The expected output is the full data, repeated exactly, without pictures.
──────── Input data ────────
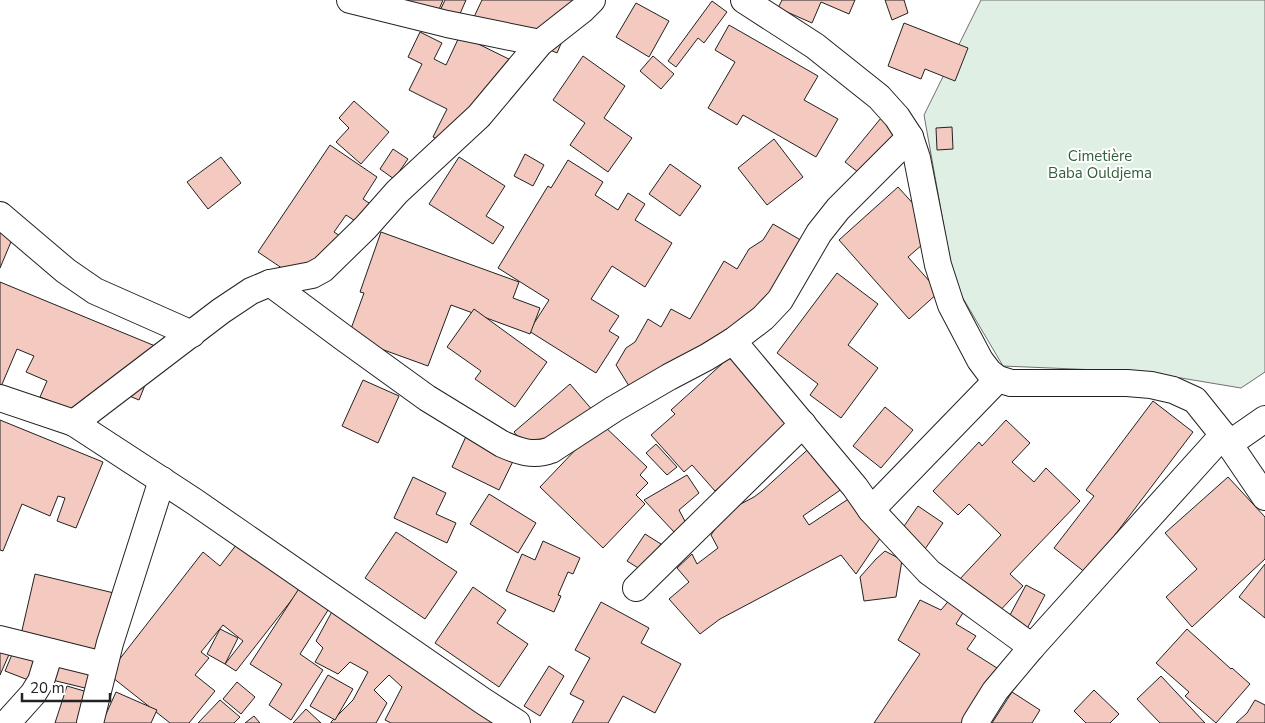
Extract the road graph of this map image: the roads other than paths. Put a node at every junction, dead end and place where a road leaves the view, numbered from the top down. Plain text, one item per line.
1 (350, 0) edge
2 (592, 0) edge
3 (744, 0) edge
4 (540, 43) junction
5 (910, 137) junction
6 (0, 215) edge
7 (270, 283) junction
8 (192, 334) junction
9 (733, 341) junction
10 (998, 378) junction
11 (0, 398) edge
12 (1265, 419) edge
13 (74, 423) junction
14 (803, 424) junction
15 (1226, 440) junction
16 (162, 480) junction
17 (1264, 494) edge
18 (871, 510) junction
19 (636, 588) dead end
20 (0, 639) edge
21 (1032, 647) junction
22 (50, 652) junction
23 (104, 665) junction
24 (7, 723) edge
25 (90, 723) edge
26 (517, 723) edge
27 (975, 723) edge

1 - 4 street
2 - 4 street
3 - 5 street
4 - 7 street
5 - 9 street
5 - 10 street
6 - 8 street
7 - 8 street
7 - 9 street
8 - 13 street
9 - 14 street
10 - 15 street
10 - 18 street
11 - 13 street
12 - 15 street
13 - 16 street
14 - 18 street
14 - 19 street
15 - 17 street
15 - 21 street
16 - 23 street
16 - 26 street
18 - 21 street
20 - 22 street
21 - 27 street
22 - 23 street
22 - 24 street
23 - 25 street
────────
_Solution for this exercise:_
Extract the road graph of this map image: the roads other than paths. Put a node at every junction, dead end and place where a road leaves the view, numbered from the top down. Plain text, one item per line.
1 (350, 0) edge
2 (592, 0) edge
3 (744, 0) edge
4 (540, 43) junction
5 (910, 137) junction
6 (0, 215) edge
7 (270, 283) junction
8 (192, 334) junction
9 (733, 341) junction
10 (998, 378) junction
11 (0, 398) edge
12 (1265, 419) edge
13 (74, 423) junction
14 (803, 424) junction
15 (1226, 440) junction
16 (162, 480) junction
17 (1264, 494) edge
18 (871, 510) junction
19 (636, 588) dead end
20 (0, 639) edge
21 (1032, 647) junction
22 (50, 652) junction
23 (104, 665) junction
24 (7, 723) edge
25 (90, 723) edge
26 (517, 723) edge
27 (975, 723) edge

1 - 4 street
2 - 4 street
3 - 5 street
4 - 7 street
5 - 9 street
5 - 10 street
6 - 8 street
7 - 8 street
7 - 9 street
8 - 13 street
9 - 14 street
10 - 15 street
10 - 18 street
11 - 13 street
12 - 15 street
13 - 16 street
14 - 18 street
14 - 19 street
15 - 17 street
15 - 21 street
16 - 23 street
16 - 26 street
18 - 21 street
20 - 22 street
21 - 27 street
22 - 23 street
22 - 24 street
23 - 25 street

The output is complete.